Hello all,
Suppose I have a data set that looks like the following:
Id Period Time Conc
1 1 0 0
1 1 5 0
1 1 10 2
1 2 0 0
1 2 5 2
1 2 10 3
2 1 0 0
2 1 5 2
2 1 10 4
2 2 0 0
2 2 5 5
2 2 10 8
I want the output to look like this:
ID Period t1 t2 t3 C1 C2 C3
1 1 0 5 10 0 0 2
1 2 0 5 10 0 2 3
2 1 0 5 10 0 2 4
2 2 0 5 10 0 5 8
I used proc sort by id and period first. Then, I have tried to use an array and first.id/last.id, but seem to be running into problems.
Any ideas?
Thank you!
Or do a double transpose and merge:
data have;
input Id$ Period$ Time Conc;
cards;
1 1 0 0
1 1 5 0
1 1 10 2
1 2 0 0
1 2 5 2
1 2 10 3
2 1 0 0
2 1 5 2
2 1 10 4
2 2 0 0
2 2 5 5
2 2 10 8
;
proc sort data=have;
by id period;
run;
proc transpose data=have out=have1 prefix=t;
by id period;
var time;
run;
proc transpose data =have out=have2 prefix=c;
by id period;
var conc;
run;
data want (drop=_:);
merge have1 have2;
by id period;
run;
proc print;run;
Haikuo
One method would be that described at: http://support.sas.com/resources/papers/proceedings10/102-2010.pdf
For your data (I can't test this at the moment) it might be:
data have;
input Id Period Time Conc;
cards;
1 1 0 0
1 1 5 0
1 1 10 2
1 2 0 0
1 2 5 2
1 2 10 3
2 1 0 0
2 1 5 2
2 1 10 4
2 2 0 0
2 2 5 5
2 2 10 8
;
proc sql noprint;
select max(obs) into :obs
from ( select count(*) as obs
from have
group by Id Period
)
;
quit;
proc summary nway data=have missing;
class Id Period;
output out = work.want(drop=_type_ _freq_)
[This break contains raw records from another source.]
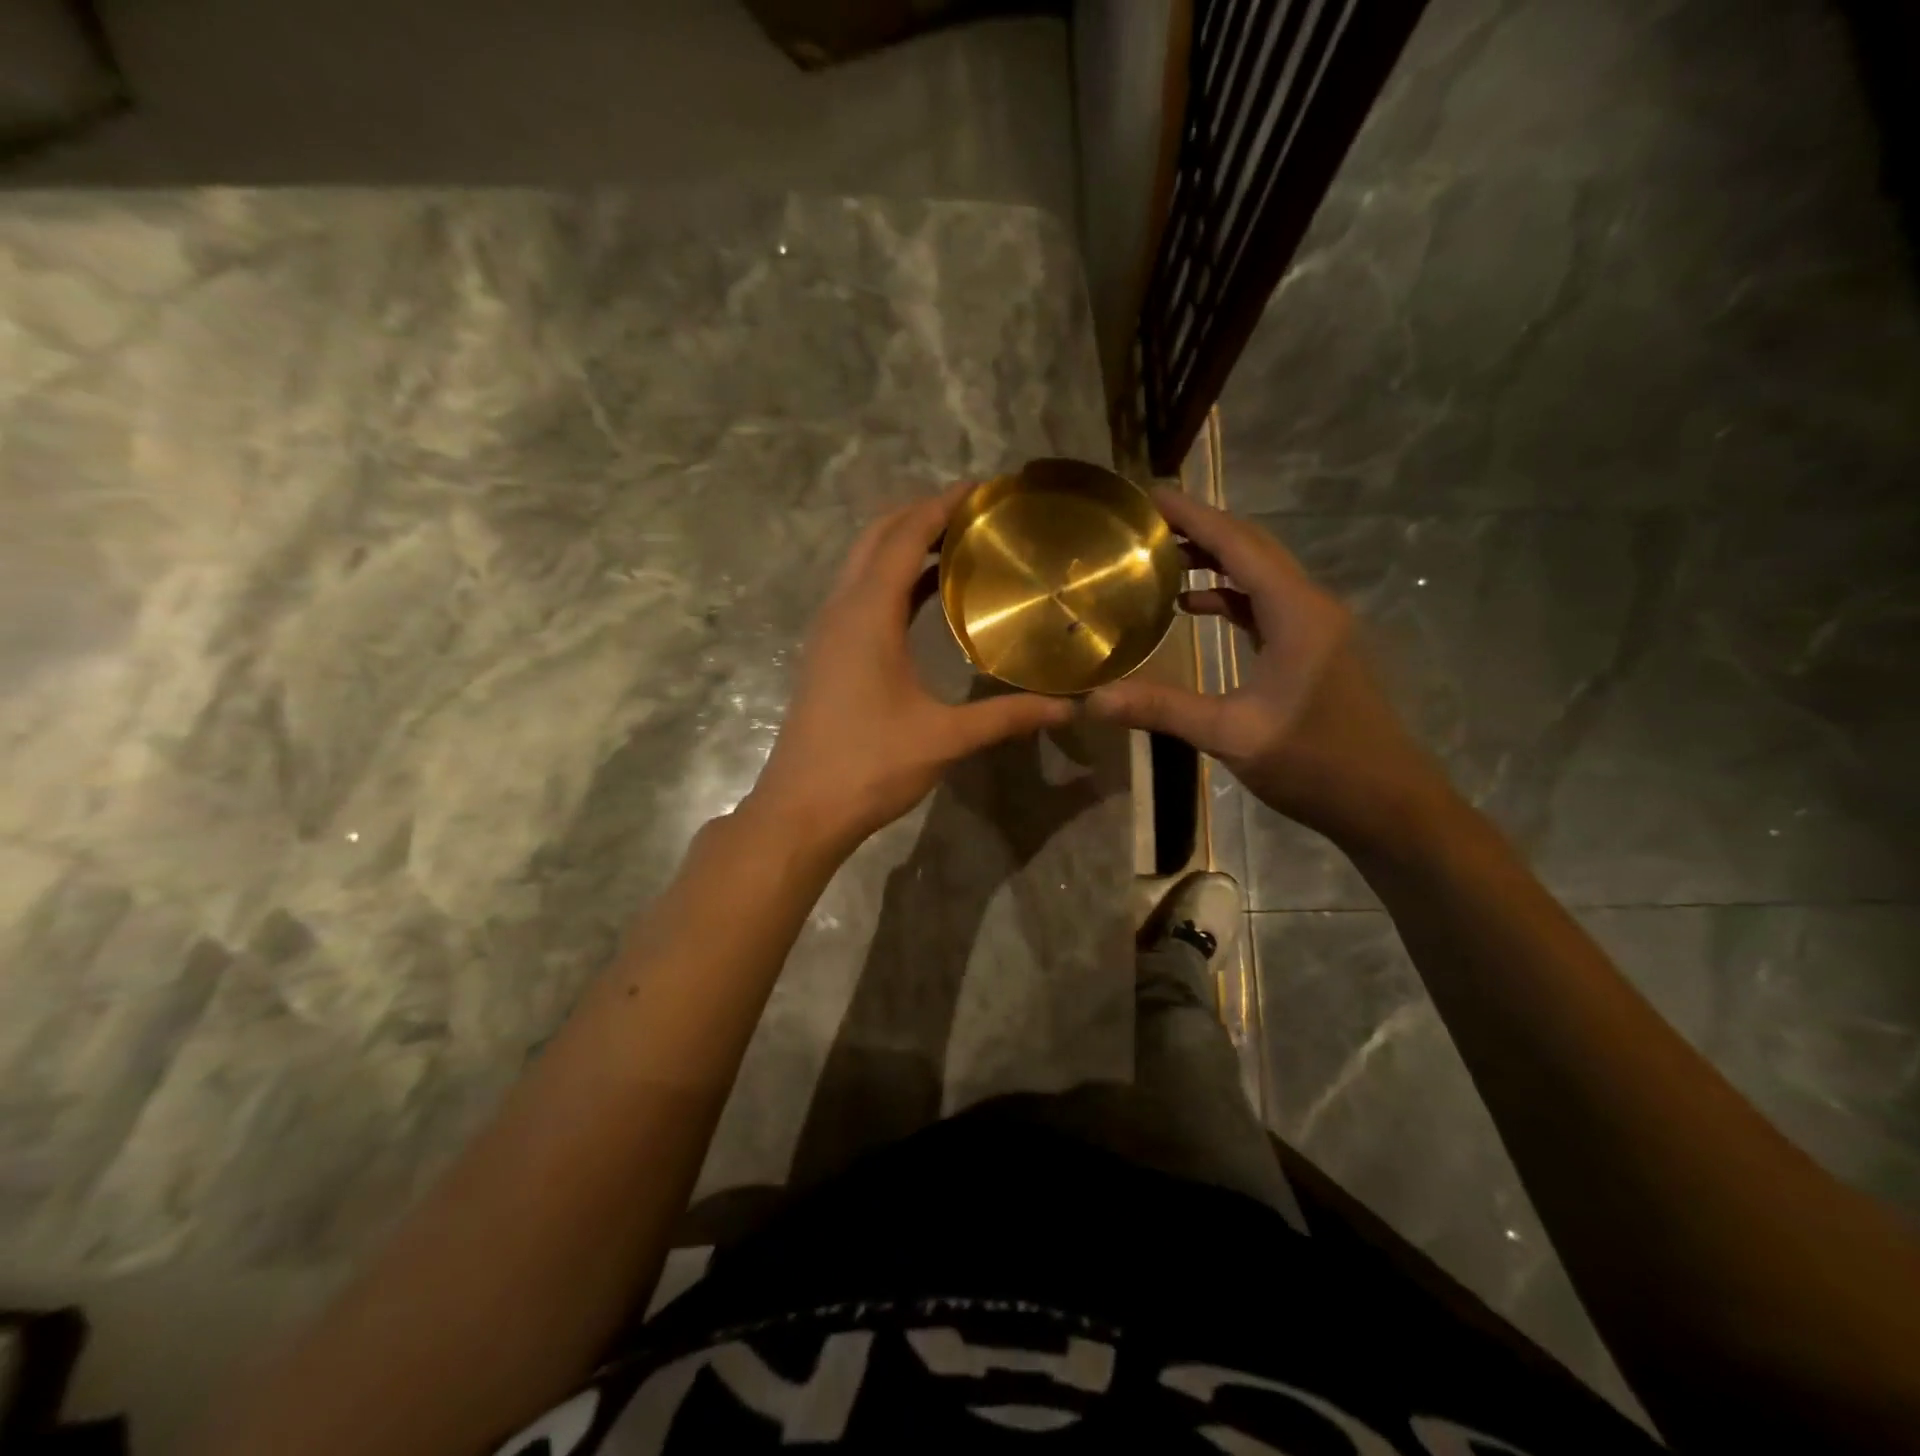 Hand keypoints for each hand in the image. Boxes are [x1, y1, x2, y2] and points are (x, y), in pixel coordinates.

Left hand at [746, 483, 1074, 859]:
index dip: (942, 505)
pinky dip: (894, 578)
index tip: (985, 489)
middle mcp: (842, 609)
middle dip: (923, 514)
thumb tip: (1068, 708)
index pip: (904, 535)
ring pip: (864, 564)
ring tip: (960, 544)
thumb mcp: (944, 738)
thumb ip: (1006, 717)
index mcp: (866, 614)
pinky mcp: (829, 654)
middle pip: (877, 536)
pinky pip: (861, 594)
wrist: (801, 809)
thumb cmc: (869, 766)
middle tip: (978, 514)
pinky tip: (929, 596)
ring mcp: (829, 632)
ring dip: (905, 544)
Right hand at [1087, 488, 1444, 847]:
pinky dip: (1229, 596)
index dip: (1194, 516)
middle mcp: (1310, 606)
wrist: (1386, 803)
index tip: (1149, 495)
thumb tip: (1093, 700)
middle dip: (1201, 529)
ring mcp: (1315, 627)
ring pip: (1260, 575)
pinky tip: (1193, 607)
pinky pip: (1266, 604)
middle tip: (1145, 523)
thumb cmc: (1315, 762)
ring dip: (1215, 561)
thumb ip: (1162, 709)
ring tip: (1161, 557)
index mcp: (1296, 612)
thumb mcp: (1231, 734)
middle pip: (1252, 550)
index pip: (1239, 545)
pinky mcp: (1313, 649) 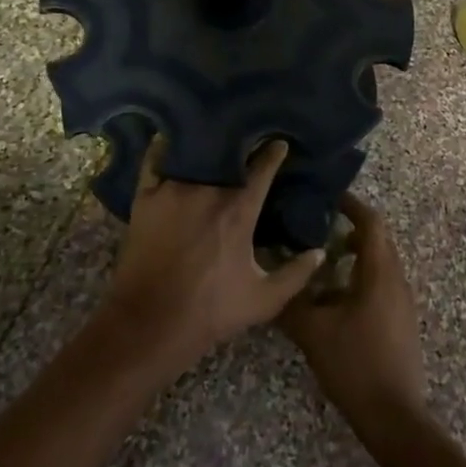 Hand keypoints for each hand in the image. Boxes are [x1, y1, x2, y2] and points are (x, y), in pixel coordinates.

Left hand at [100, 139, 324, 379]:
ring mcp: (172, 190)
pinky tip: (170, 144)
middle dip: (239, 149)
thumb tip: (320, 251)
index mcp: (239, 210)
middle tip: (245, 144)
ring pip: (194, 156)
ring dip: (205, 150)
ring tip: (212, 142)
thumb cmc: (210, 311)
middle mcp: (207, 190)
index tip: (279, 143)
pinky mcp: (145, 197)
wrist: (149, 324)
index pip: (262, 168)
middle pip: (228, 157)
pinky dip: (164, 151)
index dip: (274, 153)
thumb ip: (296, 274)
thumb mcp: (263, 300)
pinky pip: (154, 162)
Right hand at [278, 193, 426, 442]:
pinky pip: (381, 284)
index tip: (328, 197)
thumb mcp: (314, 332)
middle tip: (317, 226)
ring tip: (321, 261)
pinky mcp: (401, 321)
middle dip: (350, 229)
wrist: (394, 417)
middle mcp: (396, 279)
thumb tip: (272, 281)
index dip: (351, 205)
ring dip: (354, 255)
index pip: (371, 222)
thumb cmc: (355, 365)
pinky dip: (360, 277)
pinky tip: (335, 298)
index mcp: (380, 272)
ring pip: (380, 263)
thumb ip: (291, 302)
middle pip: (377, 240)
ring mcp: (402, 302) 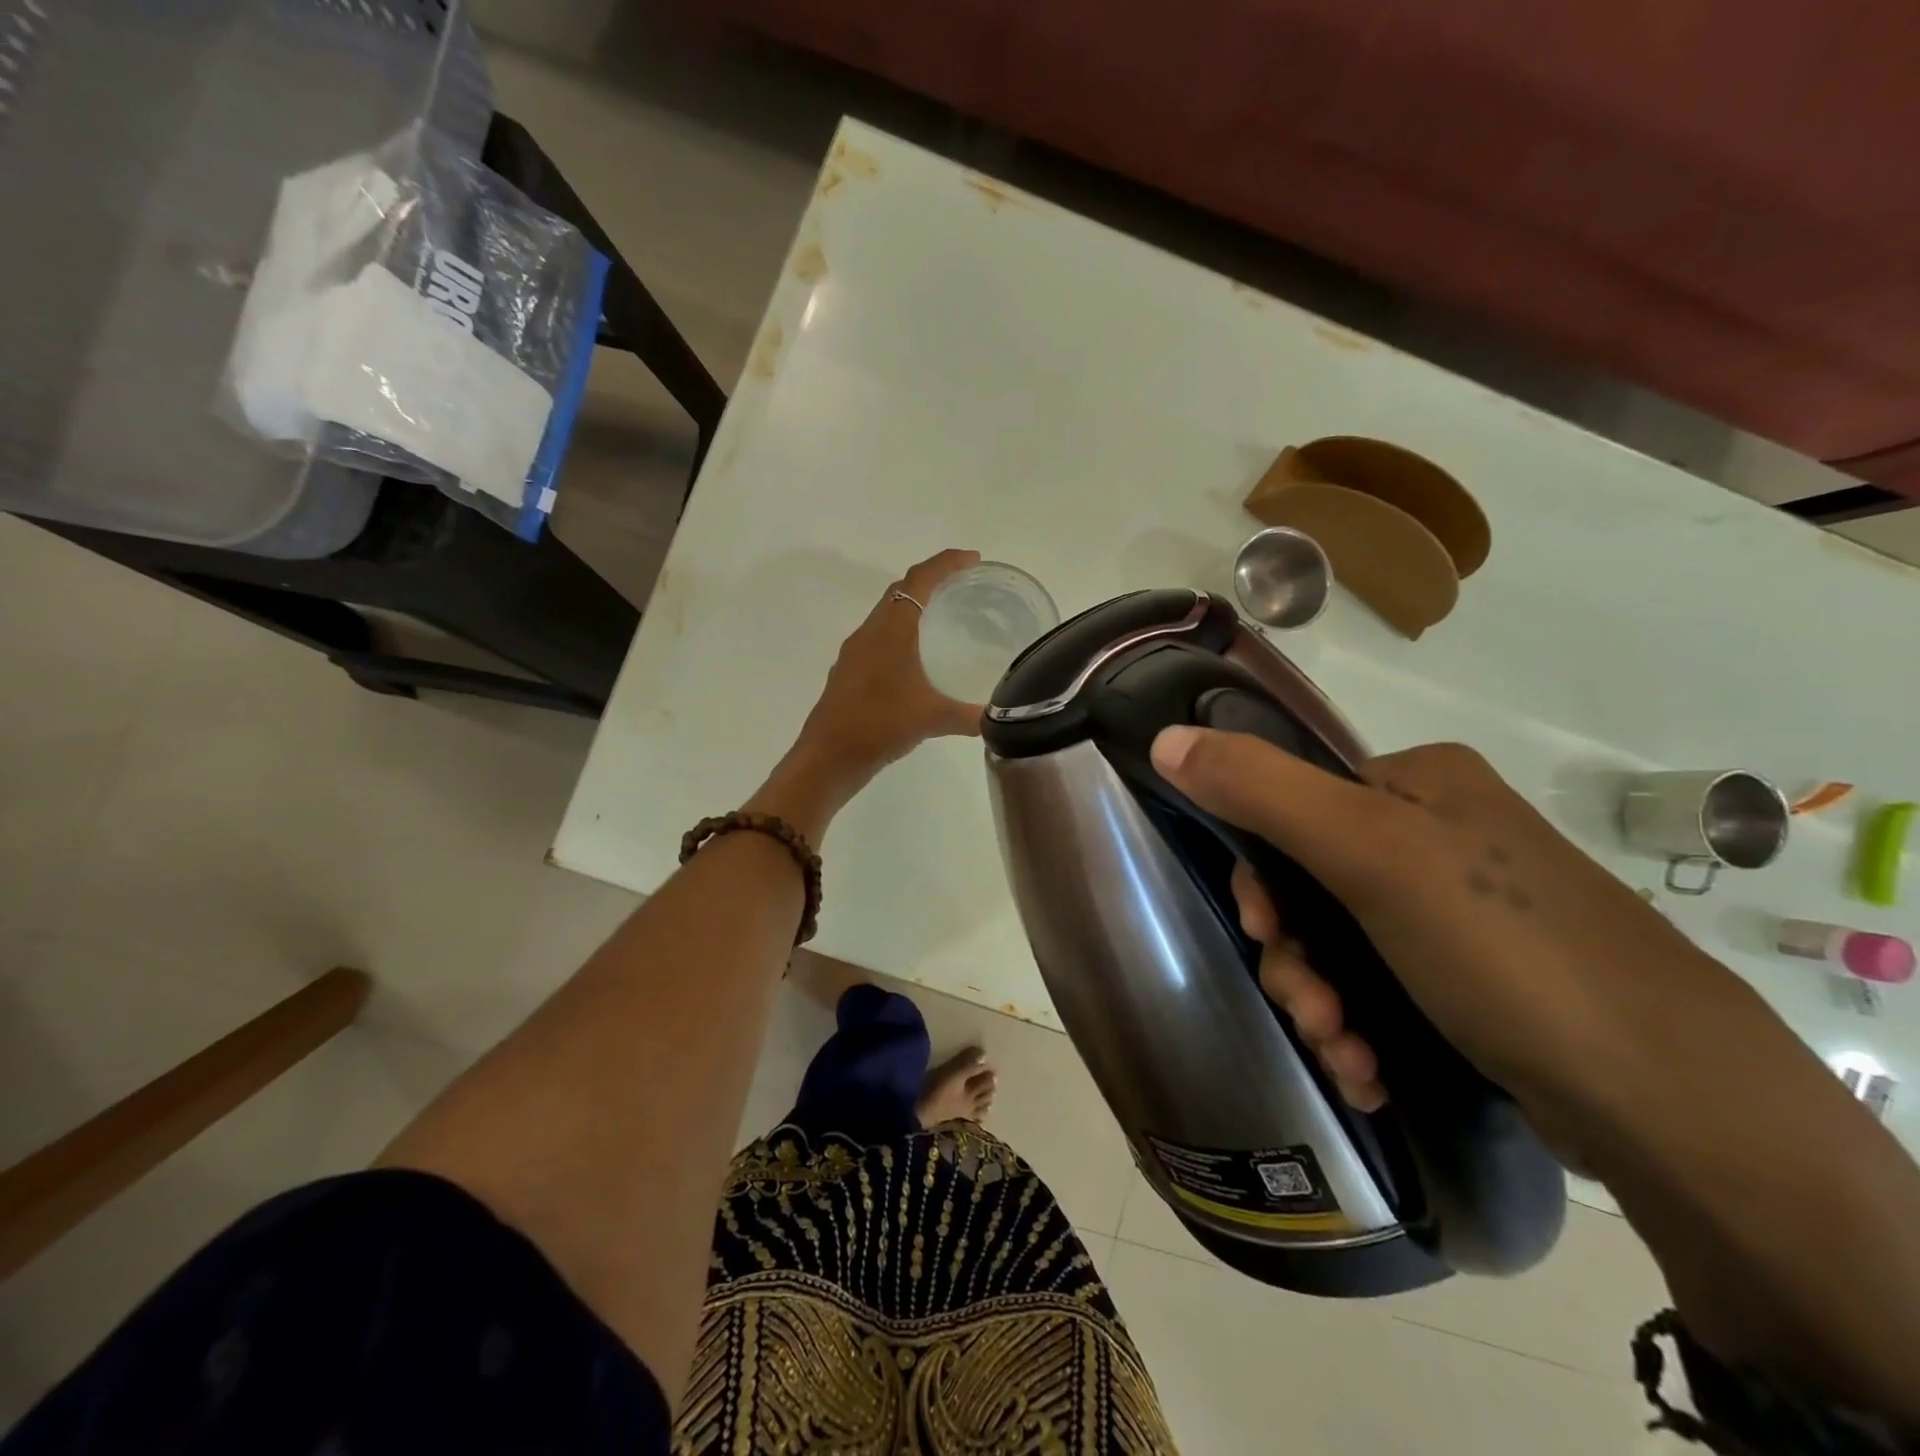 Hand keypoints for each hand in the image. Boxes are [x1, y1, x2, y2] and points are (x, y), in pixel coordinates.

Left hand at [788, 550, 985, 792]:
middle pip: (900, 591)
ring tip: (944, 618)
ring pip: (887, 616)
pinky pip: (879, 639)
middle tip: (964, 585)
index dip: (946, 563)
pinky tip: (916, 661)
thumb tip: (1000, 719)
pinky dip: (901, 635)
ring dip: (913, 608)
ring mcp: (855, 653)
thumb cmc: (879, 726)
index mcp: (890, 630)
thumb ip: (970, 716)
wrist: (827, 757)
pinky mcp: (849, 673)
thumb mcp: (932, 720)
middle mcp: (869, 633)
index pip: (918, 580)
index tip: (973, 559)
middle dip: (932, 581)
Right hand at [1149, 730, 1734, 1130]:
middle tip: (1311, 1011)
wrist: (1674, 1102)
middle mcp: (1439, 835)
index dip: (1263, 875)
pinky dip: (1362, 1028)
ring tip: (1345, 1056)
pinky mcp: (1478, 980)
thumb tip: (1164, 738)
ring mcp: (1462, 911)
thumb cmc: (1503, 948)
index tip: (1262, 931)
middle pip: (1313, 886)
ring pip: (1343, 945)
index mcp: (1417, 783)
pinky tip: (1369, 1073)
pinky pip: (1385, 987)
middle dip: (1296, 957)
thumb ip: (1260, 789)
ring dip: (1323, 1003)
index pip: (1293, 807)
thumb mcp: (1368, 853)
idgroup(out[&obs](Time Conc)=);
run;
Or do a double transpose and merge:
data have;
input Id$ Period$ Time Conc;
cards;
1 1 0 0
1 1 5 0
1 1 10 2
1 2 0 0
1 2 5 2
1 2 10 3
2 1 0 0
2 1 5 2
2 1 10 4
2 2 0 0
2 2 5 5
2 2 10 8
;
proc sort data=have;
by id period;
run;
proc transpose data=have out=have1 prefix=t;
by id period;
var time;
run;
proc transpose data =have out=have2 prefix=c;
by id period;
var conc;
run;
data want (drop=_:);
merge have1 have2;
by id period;
run;
proc print;run;
Haikuo
Hai.kuo, this the most elegant solution! Congrats!
PG
HaiKuo's solution isn't suited for large table . Actually I like Linlin's code more.But She need some more code to get this magic number just like Art did .
data have; input Id Period Time Conc; cards; 1 1 0 0 1 1 5 0 1 1 10 2 1 2 0 0 1 2 5 2 1 2 10 3 2 1 0 0 2 1 5 2 2 1 10 4 2 2 0 0 2 2 5 5 2 2 10 8 ; run; proc sql noprint; select max(count) into : max from (select count(*) as count from have group by id,period); quit; data want(drop=time conc count); array t{&max} ; array c{&max} ; count=0; do until(last.period); set have; by id period; count+1; t{count}=time;c{count}=conc; end; run;
Ksharp
Thank you so much, Hai.kuo! This does work perfectly.
WOW..
Smart Answer...
Great...
how about:
data have;
input Id Period Time Conc;
cards;
1 1 0 0
1 1 5 0
1 1 10 2
1 2 0 0
1 2 5 2
1 2 10 3
2 1 0 0
2 1 5 2
2 1 10 4
2 2 0 0
2 2 5 5
2 2 10 8
; run;
data want(keep=id period t1-t3 c1-c3);
array t{3} ;
array c{3} ;
count=0;
do until(last.period);
set have;
by id period;
count+1;
t{count}=time;c{count}=conc;
end;
run;
proc print;run;
Obs t1 t2 t3 c1 c2 c3 Id Period
1 0 5 10 0 0 2 1 1
2 0 5 10 0 2 3 1 2
3 0 5 10 0 2 4 2 1
4 0 5 10 0 5 8 2 2
Linlin
Thanks, Linlin! I like this method because it uses the array and first/last processes, which is what I had in mind. I'm just wondering though, does variable placement matter in the data set? That is, how can we ensure that Id and period come before t1-t3 and c1-c3? I know how to make sure that the output prints the id and period variables first. Just curious...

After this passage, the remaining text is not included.